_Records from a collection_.
· · · ·

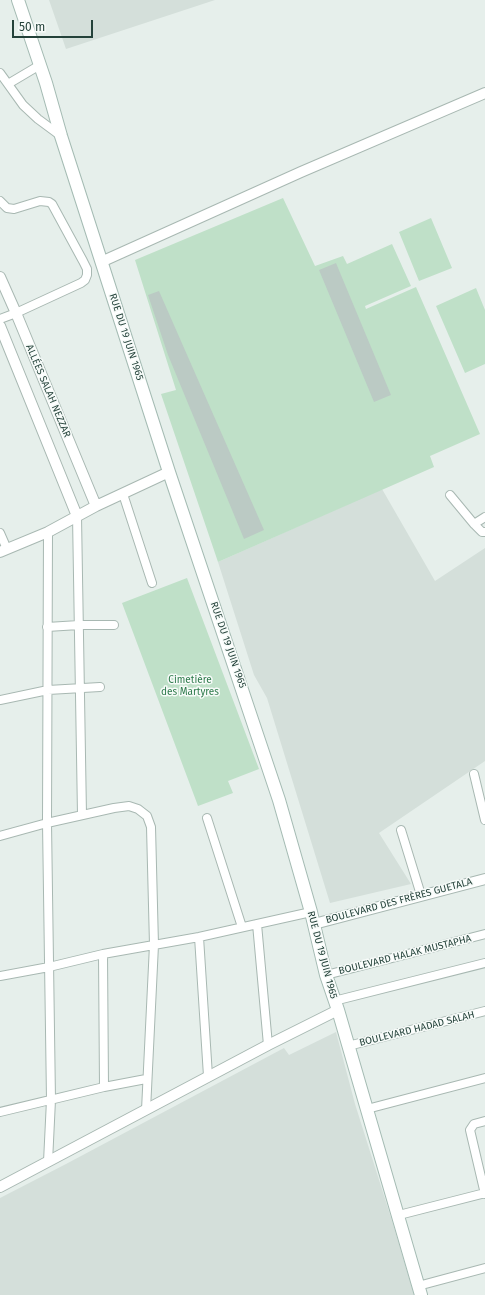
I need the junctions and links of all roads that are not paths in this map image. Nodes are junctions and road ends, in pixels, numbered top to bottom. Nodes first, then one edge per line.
1 (18, 0) edge
2 (40, 65) junction
3 (0, 73) edge
4 (8, 84) junction
5 (485, 93) edge
6 (61, 136) junction
7 (0, 201) edge
8 (101, 262) junction
9 (0, 277) edge
10 (16, 313) junction
11 (0, 319) edge
12 (0, 326) edge
13 (169, 472) junction
14 (123, 494) junction
15 (450, 495) dead end
16 (96, 506) junction
17 (77, 516) junction
18 (485, 517) edge
19 (474, 524) junction
20 (48, 532) junction
21 (485, 532) edge
22 (0, 534) edge
23 (3, 550) edge
24 (152, 583) dead end
25 (114, 624) dead end
26 (79, 625) junction
27 (47, 627) junction
28 (100, 687) dead end
29 (80, 688) junction
30 (48, 690) junction
31 (0, 700) edge
32 (474, 774) dead end
33 (82, 815) junction
34 (207, 818) dead end
35 (485, 820) edge
36 (47, 823) junction
37 (401, 830) dead end
38 (0, 836) edge
39 (485, 879) edge
40 (421, 895) junction
41 (311, 912) junction
42 (257, 924) junction
43 (314, 924) junction
44 (242, 927) junction
45 (485, 934) edge
46 (199, 937) junction
47 (154, 945) junction
48 (103, 954) junction
49 (485, 962) edge
50 (48, 967) junction
51 (326, 975) junction
52 (0, 976) edge
53 (336, 1005) junction
54 (485, 1011) edge
55 (268, 1045) junction
56 (348, 1046) junction
57 (208, 1076) junction
58 (485, 1078) edge
59 (146, 1079) junction
60 (104, 1087) junction
61 (51, 1100) junction
62 (367, 1109) junction
63 (146, 1110) junction
64 (0, 1112) edge
65 (485, 1121) edge
66 (48, 1162) junction
67 (0, 1187) edge
68 (485, 1193) edge
69 (398, 1216) junction
70 (485, 1268) edge
71 (420, 1290) edge

1 - 2 main road, RUE DU 19 JUIN 1965
2 - 4 street
2 - 6 main road, RUE DU 19 JUIN 1965
3 - 4 street
4 - 6 street
5 - 8 street
6 - 8 main road, RUE DU 19 JUIN 1965
7 - 10 street
8 - 13 main road, RUE DU 19 JUIN 1965
9 - 10 street, ALLÉES SALAH NEZZAR
10 - 11 street
10 - 16 street, ALLÉES SALAH NEZZAR
12 - 17 street
13 - 14 street
13 - 41 main road, RUE DU 19 JUIN 1965
14 - 16 street
14 - 24 street
15 - 19 street
16 - 17 street
17 - 20 street
17 - 26 street
18 - 19 street
19 - 21 street
20 - 23 street
20 - 27 street
22 - 23 street
25 - 26 street
26 - 27 street
26 - 29 street
27 - 30 street
28 - 29 street
29 - 30 street
29 - 33 street
30 - 31 street
30 - 36 street
32 - 35 street
33 - 36 street
33 - 47 street
34 - 44 street
36 - 38 street
36 - 50 street
37 - 40 street
39 - 40 street, BOULEVARD DES FRÈRES GUETALA
40 - 43 street, BOULEVARD DES FRÈRES GUETALA
41 - 42 street
41 - 43 main road, RUE DU 19 JUIN 1965
42 - 44 street
42 - 55 street
43 - 51 main road, RUE DU 19 JUIN 1965
44 - 46 street
45 - 51 street, BOULEVARD HALAK MUSTAPHA
46 - 47 street
46 - 57 street
47 - 48 street
47 - 59 street
48 - 50 street
48 - 60 street
49 - 53 street
50 - 52 street
50 - 61 street
51 - 53 main road, RUE DU 19 JUIN 1965
53 - 55 street
53 - 56 main road, RUE DU 19 JUIN 1965
54 - 56 street, BOULEVARD HADAD SALAH
55 - 57 street
56 - 62 main road, RUE DU 19 JUIN 1965
57 - 63 street
58 - 62 street
59 - 60 street
59 - 63 street
60 - 61 street
61 - 64 street
61 - 66 street
62 - 69 main road, RUE DU 19 JUIN 1965
63 - 66 street
65 - 68 street
66 - 67 street
68 - 69 street
69 - 71 main road, RUE DU 19 JUIN 1965
70 - 71 street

· · · ·

_What this task involves_. Copy out each line of the data that holds the string "SALAH".

_Written answer_.
9 - 10 street, ALLÉES SALAH NEZZAR
10 - 16 street, ALLÉES SALAH NEZZAR
54 - 56 street, BOULEVARD HADAD SALAH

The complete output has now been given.